WORK ITEM: For the records that follow, restate each one word for word and leave the images behind.

(Beginning of DATASET CONTENT)

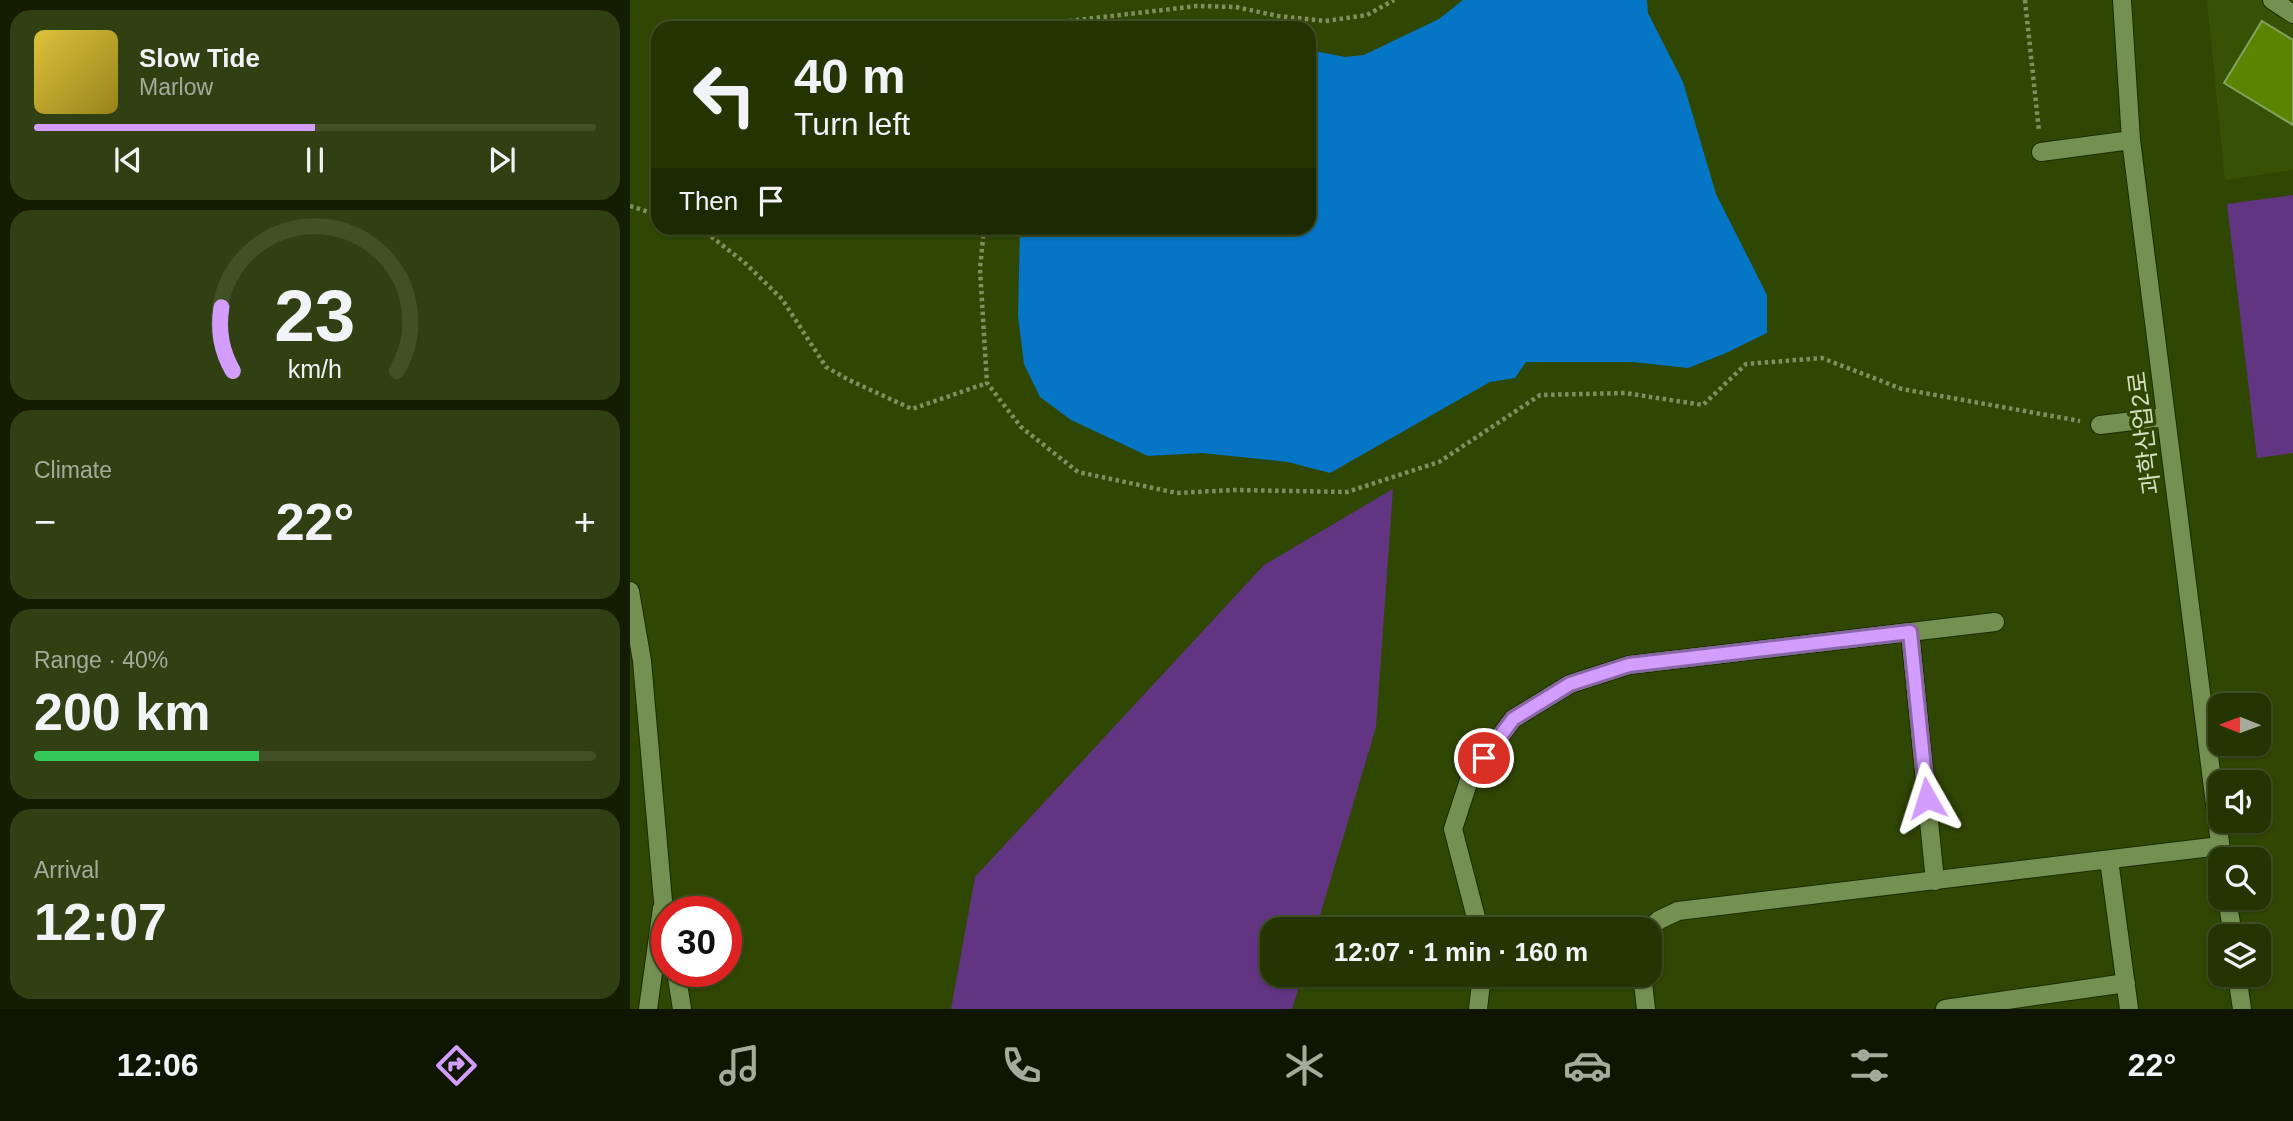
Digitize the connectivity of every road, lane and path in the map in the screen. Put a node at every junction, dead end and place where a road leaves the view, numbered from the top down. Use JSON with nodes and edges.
{"nodes":[{"id":1,"x":1394,"y":0,"type":"edge"},
{"id":2,"x":2025,"y":0,"type":"edge"},
{"id":3,"x":2122,"y":0,"type":"edge"},
{"id":4,"x":2272,"y":0,"type":"edge"},
{"id":5,"x":2293,"y":14,"type":"edge"},
{"id":6,"x":1069,"y":21,"type":"edge"},
{"id":7,"x":2131,"y":140,"type":"junction"},
{"id":8,"x":2041,"y":152,"type":"joint"},
{"id":9,"x":630,"y":206,"type":"edge"},
{"id":10,"x":651,"y":213,"type":"edge"},
{"id":11,"x":709,"y":235,"type":"edge"},
{"id":12,"x":983,"y":235,"type":"edge"},
{"id":13,"x":987,"y":383,"type":"junction"},
{"id":14,"x":2166,"y":417,"type":"junction"},
{"id":15,"x":2100,"y":425,"type":"joint"},
{"id":16,"x":630,"y":592,"type":"edge"},
{"id":17,"x":1995,"y":622,"type":"dead end"},
{"id":18,"x":1910,"y":632,"type":"junction"},
{"id":19,"x":2220,"y":847,"type":"edge"},
{"id":20,"x":2208,"y":854,"type":"edge"},
{"id":21,"x":2109,"y":860,"type":"junction"},
{"id":22,"x":1936,"y":881,"type":"junction"},
{"id":23,"x":663,"y":896,"type":"edge"},
{"id":24,"x":1476,"y":917,"type":"edge"},
{"id":25,"x":1662,"y":918,"type":"edge"},
{"id":26,"x":2126,"y":983,"type":"junction"},
{"id":27,"x":651,"y":987,"type":"edge"},
{"id":28,"x":679,"y":987,"type":"edge"},
{"id":29,"x":1481,"y":987,"type":"edge"},
{"id":30,"x":1643,"y":987,"type":"edge"},
{"id":31,"x":2239,"y":987,"type":"edge"},
{"id":32,"x":648,"y":1009,"type":"edge"},
{"id":33,"x":682,"y":1009,"type":"edge"},
{"id":34,"x":1478,"y":1009,"type":"edge"},
{"id":35,"x":1646,"y":1009,"type":"edge"},
{"id":36,"x":1945,"y":1009,"type":"edge"},
{"id":37,"x":2129,"y":1009,"type":"edge"},
{"id":38,"x":2242,"y":1009,"type":"edge"}],
"edges":[{"from":1,"to":6,"type":"path"},
{"from":2,"to":8,"type":"path"},
{"from":3,"to":7,"type":"street","name":"과학산업2로"},
{"from":4,"to":5,"type":"street"},
{"from":7,"to":8,"type":"street"},
{"from":7,"to":14,"type":"street","name":"과학산업2로"},
{"from":9,"to":10,"type":"path"},
{"from":11,"to":13,"type":"path"},
{"from":12,"to":13,"type":"path"},
{"from":13,"to":15,"type":"path"},
{"from":14,"to":15,"type":"street"},
{"from":14,"to":19,"type":"street","name":"과학산업2로"},
{"from":16,"to":23,"type":"street"},
{"from":17,"to":18,"type":"street"},
{"from":18,"to":22,"type":"street"},
{"from":18,"to":24,"type":"street"},
{"from":20,"to":21,"type":"street"},
{"from":21,"to":22,"type":"street"},
{"from":21,"to":26,"type":"street"},
{"from":22,"to":25,"type":"street"},
{"from":26,"to":36,"type":"street"},
{"from":26,"to":37,"type":"street"},
{"from":27,"to":32,"type":"street"},
{"from":28,"to":33,"type":"street"},
{"from":29,"to":34,"type":"street"},
{"from":30,"to":35,"type":"street"},
{"from":31,"to":38,"type":"street"}]}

(End of DATASET CONTENT)

TASK SOLUTION:
Digitize the connectivity of every road, lane and path in the map in the screen. Put a node at every junction, dead end and place where a road leaves the view, numbered from the top down. Use JSON with nodes and edges.
{"nodes":[{"id":1,"x":1394,"y":0,"type":"edge"},
{"id":2,"x":2025,"y":0,"type":"edge"},
{"id":3,"x":2122,"y":0,"type":"edge"},
{"id":4,"x":2272,"y":0,"type":"edge"},
{"id":5,"x":2293,"y":14,"type":"edge"},
{"id":6,"x":1069,"y":21,"type":"edge"},
{"id":7,"x":2131,"y":140,"type":"junction"},
{"id":8,"x":2041,"y":152,"type":"joint"},
{"id":9,"x":630,"y":206,"type":"edge"},
{"id":10,"x":651,"y":213,"type":"edge"},
{"id":11,"x":709,"y":235,"type":"edge"},
{"id":12,"x":983,"y":235,"type":"edge"},
{"id":13,"x":987,"y":383,"type":"junction"},
{"id":14,"x":2166,"y":417,"type":"junction"},
{"id":15,"x":2100,"y":425,"type":"joint"},
{"id":16,"x":630,"y":592,"type":"edge"},
{"id":17,"x":1995,"y":622,"type":"dead end"},
{"id":18,"x":1910,"y":632,"type":"junction"},
{"id":19,"x":2220,"y":847,"type":"edge"},
{"id":20,"x":2208,"y":854,"type":"edge"},
{"id":21,"x":2109,"y":860,"type":"junction"},
{"id":22,"x":1936,"y":881,"type":"junction"},
{"id":23,"x":663,"y":896,"type":"edge"},
{"id":24,"x":1476,"y":917,"type":"edge"},
{"id":25,"x":1662,"y":918,"type":"edge"},
{"id":26,"x":2126,"y":983,"type":"junction"},
{"id":27,"x":651,"y":987,"type":"edge"},
{"id":28,"x":679,"y":987,"type":"edge"},
{"id":29,"x":1481,"y":987,"type":"edge"},
{"id":30,"x":1643,"y":987,"type":"edge"},
{"id":31,"x":2239,"y":987,"type":"edge"},
{"id":32,"x":648,"y":1009,"type":"edge"},
{"id":33,"x":682,"y":1009,"type":"edge"},
{"id":34,"x":1478,"y":1009,"type":"edge"},
{"id":35,"x":1646,"y":1009,"type":"edge"},
{"id":36,"x":1945,"y":1009,"type":"edge"},
{"id":37,"x":2129,"y":1009,"type":"edge"},
{"id":38,"x":2242,"y":1009,"type":"edge"}],
"edges":[{"from":1,"to":6,"type":"path"},
{"from":2,"to":8,"type":"path"},
{"from":3,"to":7,"type":"street","name":"과학산업2로"},
{"from":4,"to":5,"type":"street"},
{"from":7,"to":8,"type":"street"},
{"from":7,"to":14,"type":"street","name":"과학산업2로"},
{"from":9,"to":10,"type":"path"},
{"from":11,"to":13,"type":"path"},
{"from":12,"to":13,"type":"path"},
{"from":13,"to":15,"type":"path"},
{"from":14,"to":15,"type":"street"},
{"from":14,"to":19,"type":"street","name":"과학산업2로"},
{"from":16,"to":23,"type":"street"},
{"from":17,"to":18,"type":"street"},
{"from":18,"to":22,"type":"street"},
{"from":18,"to":24,"type":"street"},
{"from":20,"to":21,"type":"street"},
{"from":21,"to":22,"type":"street"},
{"from":21,"to":26,"type":"street"},
{"from":22,"to":25,"type":"street"},
{"from":26,"to":36,"type":"street"},
{"from":26,"to":37,"type":"street"},
{"from":27,"to":32,"type":"street"},
{"from":28,"to":33,"type":"street"},
{"from":29,"to":34,"type":"street"},
{"from":30,"to":35,"type":"street"},
{"from":31,"to":38,"type":"street"}]}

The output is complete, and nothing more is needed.